Eisgletscher mussten diese Brocken in grauer Vorzeit hier her geschleift haben. In ein Gebiet, dessen Untergrund ganz anders beschaffen war. Der Unterschied war selbst für geologische Laien nicht zu übersehen. Jetzt verwitterte dieser ehemals massive Riesenbrocken langsam.
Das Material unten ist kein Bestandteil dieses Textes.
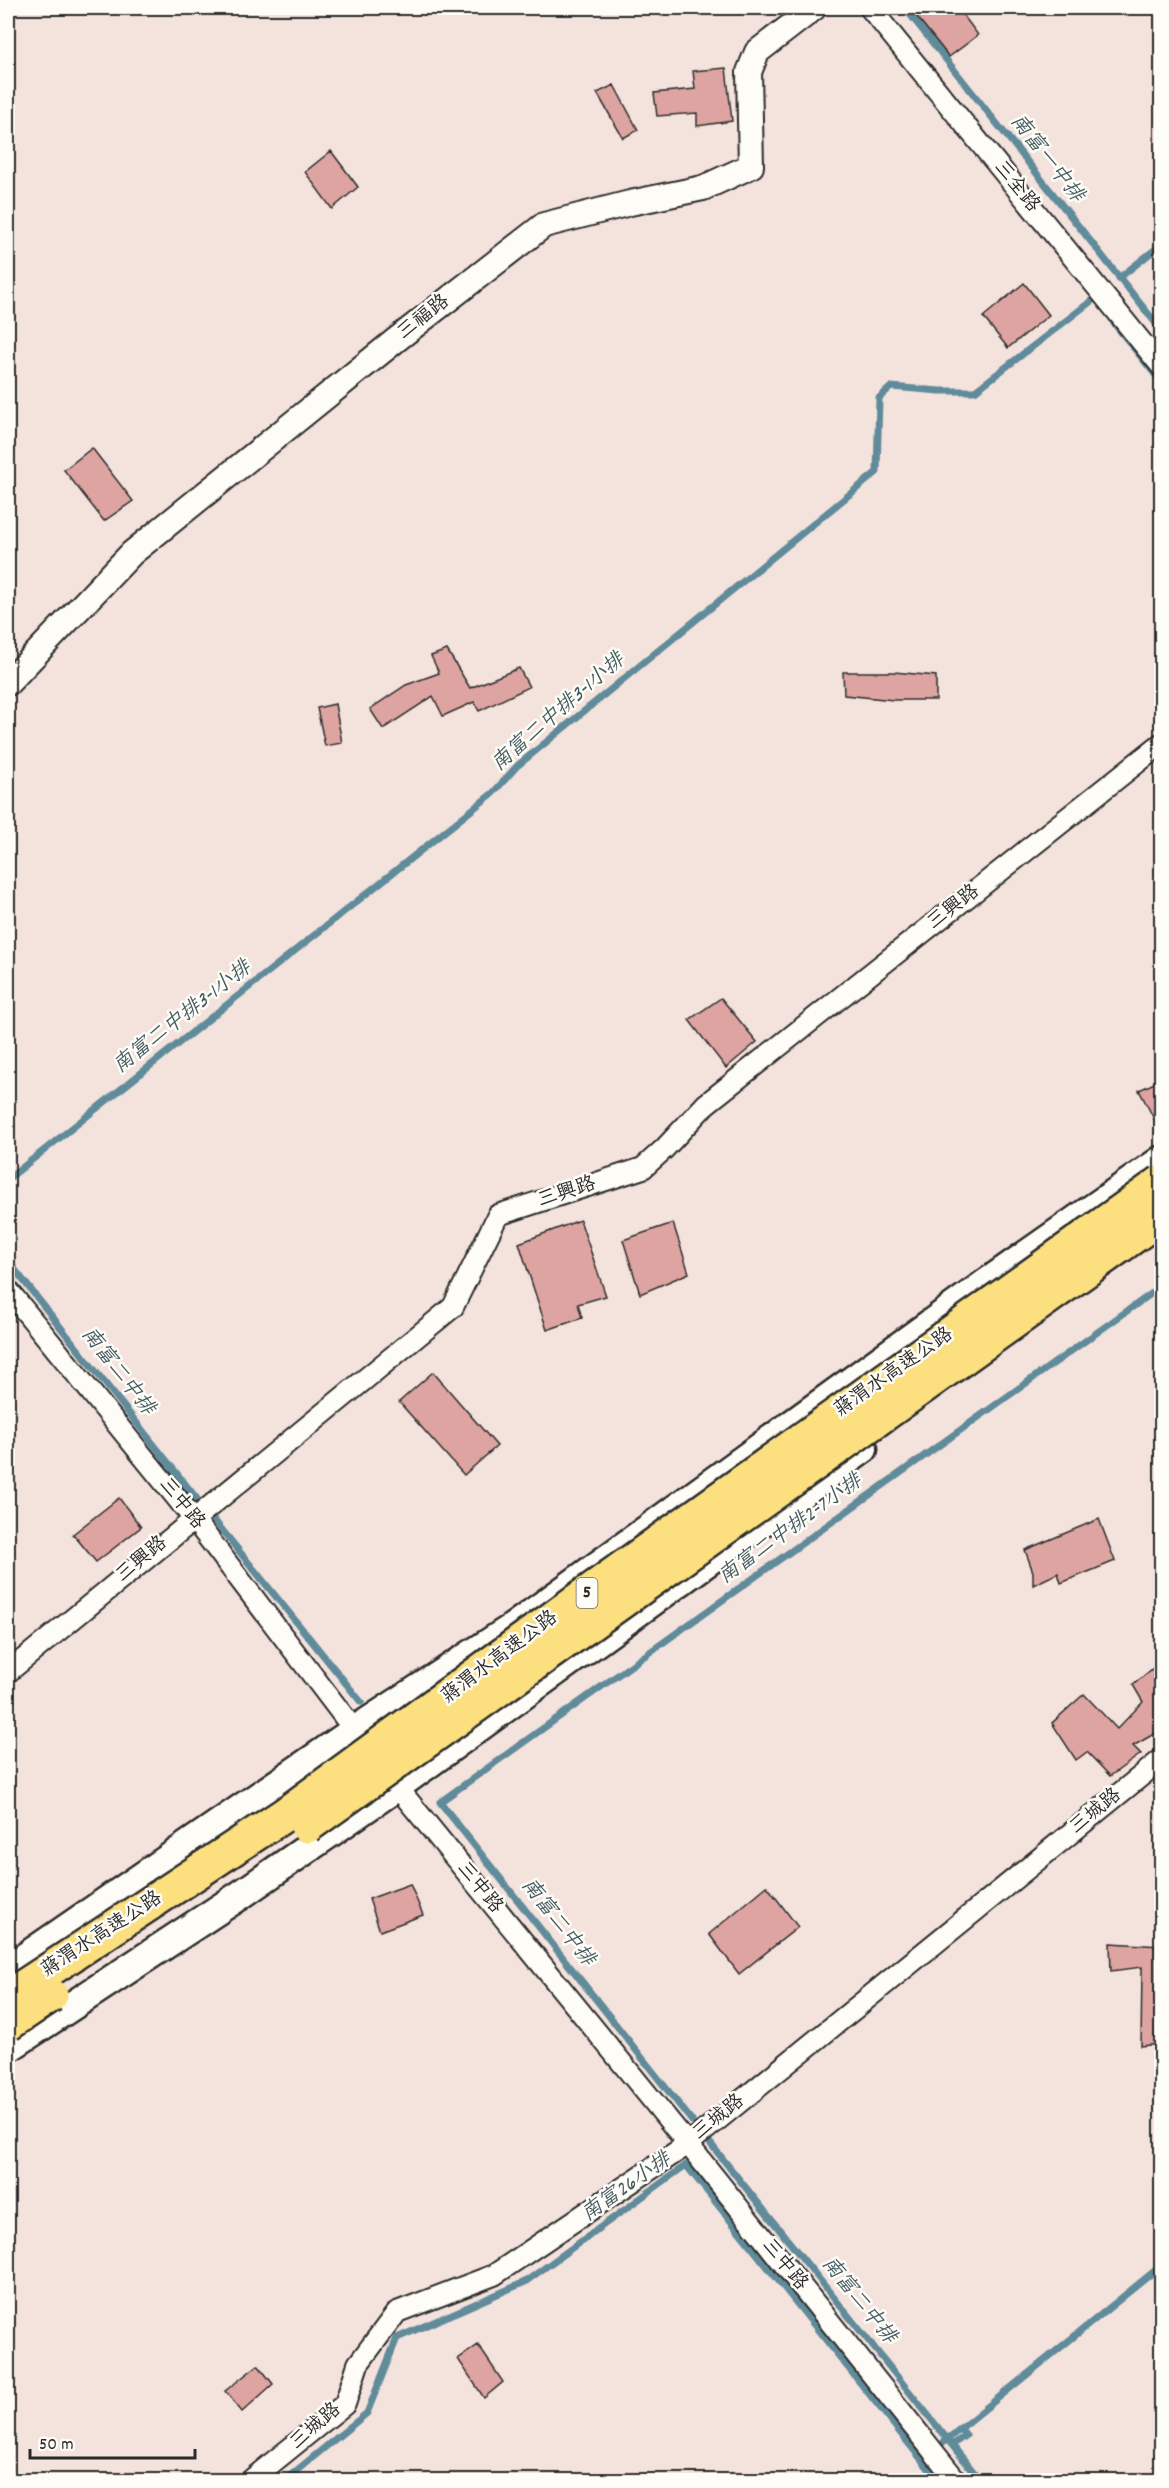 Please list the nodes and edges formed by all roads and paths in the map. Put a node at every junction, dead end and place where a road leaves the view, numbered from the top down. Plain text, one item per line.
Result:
1 (814, 8) edge
2 (870, 8) edge
3 (1161, 367) edge
4 (8, 683) edge
5 (1161, 743) edge
6 (1161, 1160) edge
7 (1161, 1182) edge
8 (1161, 1216) edge
9 (1161, 1232) edge
10 (8, 1290) edge
11 (193, 1518) junction
12 (8, 1672) edge
13 (354, 1731) junction
14 (1161, 1759) edge
15 (396, 1787) junction
16 (8, 1969) edge
17 (8, 1997) edge
18 (8, 2024) edge
19 (8, 2048) edge
20 (688, 2144) junction
21 (252, 2481) edge
22 (956, 2481) edge

1 - 4 street, 三福路
2 - 3 street, 三全路
5 - 11 street, 三興路
6 - 13 main road
7 - 17 highway, 蔣渭水高速公路 / 5, bridge
8 - 18 highway, 蔣渭水高速公路 / 5, bridge
9 - 15 main road
10 - 11 street, 三中路
11 - 12 street, 三興路
11 - 13 street, 三中路
13 - 15 street, 三中路
13 - 16 main road
14 - 20 street, 三城路
15 - 19 main road
15 - 20 street, 三中路
20 - 21 street, 三城路
20 - 22 street, 三中路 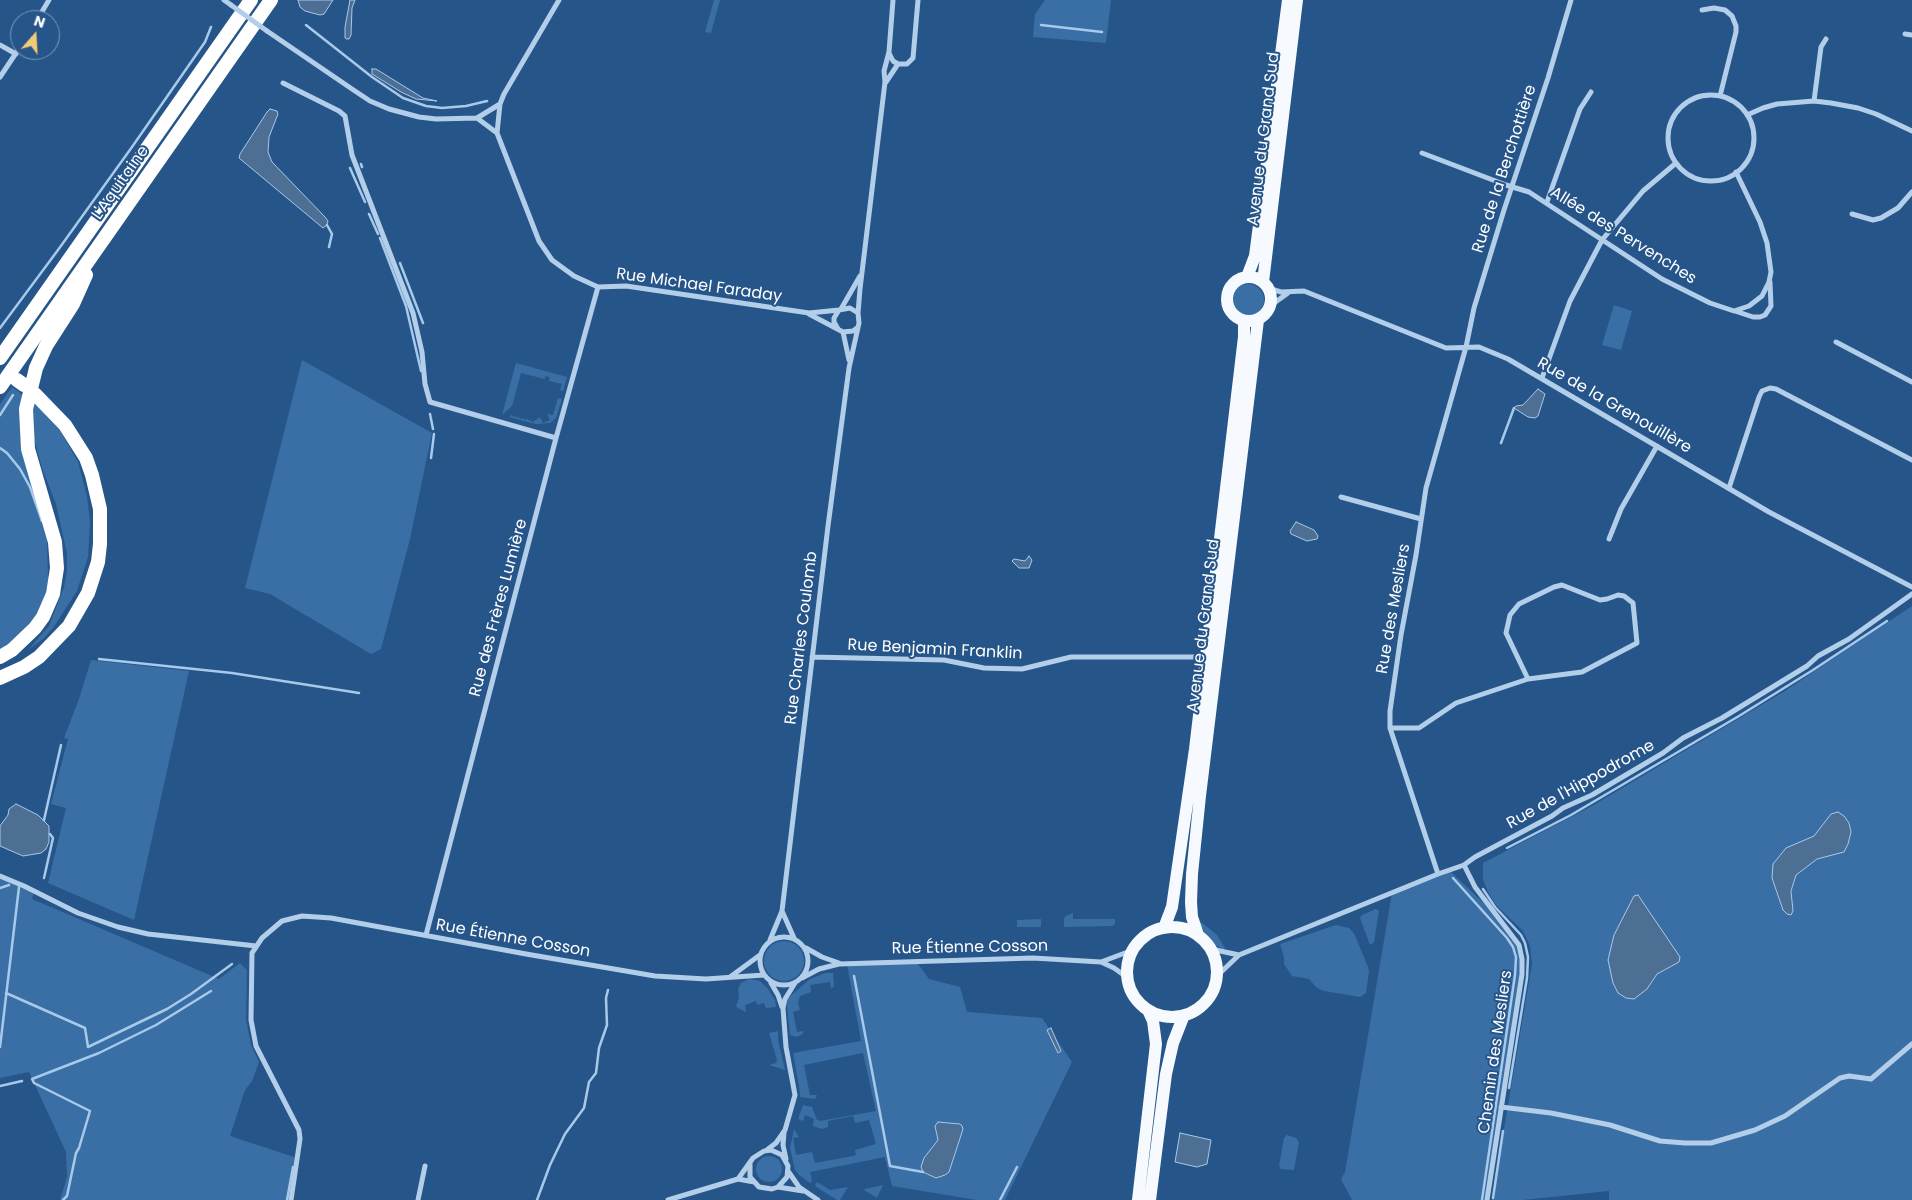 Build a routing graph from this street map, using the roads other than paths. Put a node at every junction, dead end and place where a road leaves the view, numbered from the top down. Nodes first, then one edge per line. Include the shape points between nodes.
1 (224, 0) edge
2 (251, 0) edge
3 (271, 0) edge
4 (559, 0) edge
5 (893, 0) edge
6 (918, 0) edge
7 (1288, 0) edge
8 (1297, 0) edge
9 (1571, 0) edge
10 (1702, 10) dead end
11 (1905, 34) dead end
12 (1912, 35) edge
13 (1826, 39) dead end
14 (889, 52) junction
15 (12, 60) edge
16 (898, 64) junction
17 (0, 77) edge
18 (885, 82) junction
19 (283, 83) dead end
20 (1591, 92) dead end
21 (1720, 96) junction
22 (1814, 101) junction
23 (500, 104) junction
24 (1747, 115) junction
25 (477, 118) junction
26 (1912, 131) edge
27 (497, 133) junction
28 (1422, 153) dead end
29 (1676, 163) junction
30 (1736, 172) junction
31 (1513, 186) junction
32 (1912, 192) edge
33 (1547, 202) junction
34 (1852, 214) dead end
35 (1602, 240) junction
36 (101, 243) junction
37 (862, 271) junction
38 (1247, 277) junction
39 (1770, 282) junction
40 (1266, 285) junction
41 (598, 287) junction
42 (1289, 292) junction
43 (1270, 306) junction
44 (840, 309) junction
45 (1734, 311) junction
46 (809, 313) junction
47 (858, 313) junction
48 (1258, 320) junction
49 (1244, 321) junction
50 (857, 328) junction
51 (841, 331) junction
52 (1836, 342) dead end
53 (5, 345) edge
54 (1466, 347) junction
55 (0, 358) edge
56 (850, 368) junction
57 (1542, 378) junction
58 (1912, 382) edge
59 (25, 386) dead end
60 (0, 387) edge
61 (556, 438) junction
62 (1657, 446) junction
63 (1912, 460) edge
64 (1728, 488) junction
65 (1341, 497) dead end
66 (1421, 519) junction
67 (1609, 539) dead end
68 (1912, 587) edge
69 (1912, 594) edge
70 (0, 657) edge
71 (812, 657) junction
72 (1206, 657) junction
73 (0, 678) edge
74 (1528, 678) junction
75 (1390, 728) junction
76 (1464, 865) junction
77 (1438, 874) junction
78 (0, 876) edge
79 (782, 911) junction
80 (1164, 928) junction
81 (426, 935) junction
82 (1198, 935) junction
83 (794, 938) junction
84 (770, 940) junction
85 (256, 946) junction
86 (806, 948) junction
87 (1211, 949) junction
88 (1133, 950) junction
89 (760, 955) junction
90 (1240, 955) junction
91 (1101, 962) junction
92 (839, 964) junction
93 (764, 975) junction
94 (1217, 976) junction
95 (730, 977) junction
96 (802, 978) junction
97 (1128, 978) junction
98 (769, 980) junction
99 (795, 983) junction
100 (1148, 1010) junction
101 (783, 1014) junction
102 (1184, 1015) junction
103 (1912, 1044) edge
104 (1501, 1107) junction
105 (785, 1130) junction
106 (766, 1151) junction
107 (786, 1160) junction
108 (750, 1164) junction
109 (425, 1166) dead end
110 (788, 1171) junction
111 (738, 1179) junction
112 (754, 1182) junction
113 (778, 1187) junction
114 (806, 1192) junction
115 (291, 1200) edge
116 (418, 1200) edge
117 (668, 1200) edge
118 (818, 1200) edge
119 (1138, 1200) edge
120 (1150, 1200) edge
121 (1487, 1200) edge

1 - 25 street, bridge via 370,101 419,117
2 - 53 highway, L'Aquitaine
3 - 36 highway, L'Aquitaine
4 - 23 street, Rue Michael Faraday
5 - 14 street, Rue Charles Coulomb
6 - 16 street, Rue Charles Coulomb via 914,54 911,62
7 - 38 main road, Avenue du Grand Sud via 1255,256
8 - 40 main road, Avenue du Grand Sud
9 - 31 street, Rue de la Berchottière
10 - 21 street via 1725,10 1736,26
11 - 12 street
13 - 22 street via 1821,47
14 - 16 street
14 - 18 street, Rue Charles Coulomb via 885,62
15 - 17 street
16 - 18 street, Rue Charles Coulomb
18 - 37 street, Rue Charles Coulomb
19 - 61 street via 345,116 352,155 413,313 430,402
20 - 33 street via 1580,110
21 - 24 street via 1739,105
21 - 29 street via 1696,98 1676,113 1668,136
22 - 24 street via 1777,104
22 - 26 street via 1858,108
23 - 25 street
23 - 27 street, Rue Michael Faraday
24 - 30 street via 1754,137 1752,150
25 - 27 street
27 - 41 street, Rue Michael Faraday via 541,246 562,269
28 - 31 street, Allée des Pervenches
29 - 30 street via 1692,177 1704,180 1716,181
29 - 35 street via 1643,191
30 - 39 street via 1766,242
31 - 33 street, Allée des Pervenches
31 - 54 street, Rue de la Berchottière via 1474,308
32 - 34 street via 1898,208 1881,218
33 - 35 street, Allée des Pervenches
35 - 45 street, Allée des Pervenches via 1670,284
35 - 57 street via 1570,301
36 - 60 highway, L'Aquitaine
36 - 70 highway via 73,304 41,356 31,382 26,409 28,448 56,548 53,594 35,628
37 - 44 street, Rue Charles Coulomb
37 - 47 street, Rue Charles Coulomb
38 - 40 main road
38 - 49 main road via 1230,287 1227,299 1234,315
39 - 45 street via 1756,302
39 - 45 street, Allée des Pervenches via 1771,306 1765,315 1760,318
40 - 42 street, Rue de la Grenouillère via 1280,292
40 - 43 main road via 1271,294
41 - 46 street, Rue Michael Faraday via 626,286
41 - 61 street, Rue des Frères Lumière
42 - 43 street
42 - 54 street, Rue de la Grenouillère via 1304,291 1446,348
43 - 48 main road
44 - 46 street, Rue Michael Faraday
44 - 47 street via 850,308
44 - 51 street, Rue Charles Coulomb via 834,322
46 - 51 street, Rue Michael Faraday
47 - 50 street, Rue Charles Coulomb
48 - 49 main road
48 - 82 main road, Avenue du Grand Sud via 1193,858 1191,902
49 - 72 main road, Avenue du Grand Sud
50 - 51 street
50 - 56 street, Rue Charles Coulomb
51 - 56 street, Rue Charles Coulomb via 848,347
52 - 58 street
53 - 55 highway, L'Aquitaine
54 - 57 street, Rue de la Grenouillère via 1479,347
54 - 66 street, Rue des Mesliers via 1428,482
56 - 71 street, Rue Charles Coulomb
57 - 62 street, Rue de la Grenouillère
59 - 73 highway via 65,425 86,458 100,509 100,544 88,593 68,626 39,657
61 - 81 street, Rue des Frères Lumière
62 - 64 street, Rue de la Grenouillère
62 - 67 street via 1621,509
63 - 64 street via 1770,388 1759,396
64 - 68 street, Rue de la Grenouillère
65 - 66 street
66 - 75 street, Rue des Mesliers via 1400,635
69 - 76 street, Rue de l'Hippodrome via 1849,639 1722,718 1683,738 1592,795 1475,856
71 - 72 street, Rue Benjamin Franklin via 944,660 984,668 1022,669 1071,657
71 - 79 street, Rue Charles Coulomb
72 - 80 main road, Avenue du Grand Sud via 1173,899
74 - 74 street via 1578,674 1636,644 1633,603 1618,595 1600,600 1562,585 1519,604 1510,615 1506,633
74 - 75 street via 1456,703 1419,728
75 - 77 street, Rue des Mesliers
76 - 77 street, Rue de l'Hippodrome
76 - 104 street, Chemin des Mesliers via 1485,902 1518,946 1522,959
77 - 90 street, Rue de l'Hippodrome
78 - 85 street via 78,913 118,927 148,934
79 - 83 street
79 - 84 street, Rue Charles Coulomb
80 - 82 main road via 1182,928
80 - 88 main road via 1146,936
81 - 85 street, Rue Étienne Cosson via 314,916 282,920
81 - 95 street, Rue Étienne Cosson via 625,972 679,978
82 - 87 main road
83 - 84 street
83 - 86 street
84 - 89 street
85 - 115 street via 252,953 251,1020 256,1046 299,1130
86 - 92 street, Rue Étienne Cosson
86 - 96 street via 809,964
87 - 90 street
87 - 94 main road
88 - 91 street, Rue Étienne Cosson
88 - 97 main road
89 - 93 street
89 - 95 street
90 - 94 street, Rue de l'Hippodrome
91 - 92 street, Rue Étienne Cosson via 1033,958
91 - 97 street, Rue Étienne Cosson
92 - 96 street, Rue Étienne Cosson via 818,969
93 - 95 street, Rue Étienne Cosson
93 - 98 street
94 - 102 main road via 1207,1001
96 - 99 street
97 - 100 main road via 1135,996
98 - 99 street via 781,985
98 - 101 street
99 - 101 street via 784,999
100 - 102 main road via 1166,1016
100 - 119 main road via 1156,1044
101 - 105 street via 795,1095
102 - 120 main road via 1166,1074
103 - 104 street via 1871,1079 1840,1078 1785,1116 1755,1130 1712,1143 1660,1141 1610,1125
104 - 121 street, Chemin des Mesliers
105 - 106 street
105 - 107 street
106 - 107 street via 777,1152
106 - 108 street via 758,1153
107 - 110 street
108 - 111 street
108 - 112 street via 750,1177
109 - 116 street
110 - 113 street
110 - 114 street
111 - 112 street
111 - 117 street
112 - 113 street via 765,1189
113 - 114 street
114 - 118 street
Wind und Wetter hatten einen zerklüftetes Relief in den Stein gemeißelt.
Karalaitis stoppte.
Den Multikarabiner legte er über die Schulter.
Sein Helmvisier war hochgeklappt.
Er ließ kurz den Blick hinauf zu den Baumwipfeln schweifen.
Die letzte Begegnung mit einem Kelradan-Gleiter war fast zwei Stunden her.
Karalaitis deutete die Anhöhe hinauf.
"Wir gehen dort hinauf", bestimmte Karalaitis lakonisch.
Jay wusste, was der Master Sergeant damit bezweckte.
"Man dürfte eine gute Aussicht von dort oben haben!", meinte er.
"Ich möchte mir einen Überblick verschaffen", kündigte Karalaitis an. "Die Kelradan sind mir schon fast ein bisschen zu ruhig..."
Sie machten sich an den Aufstieg. Ein schmaler Pfad führte hinauf. Der hohe Sauerstoffgehalt der Atmosphäre erleichterte das Klettern. Jay und Karalaitis hatten sich natürlich während ihrer Zeit auf Eldorado längst an diesen Effekt gewöhnt.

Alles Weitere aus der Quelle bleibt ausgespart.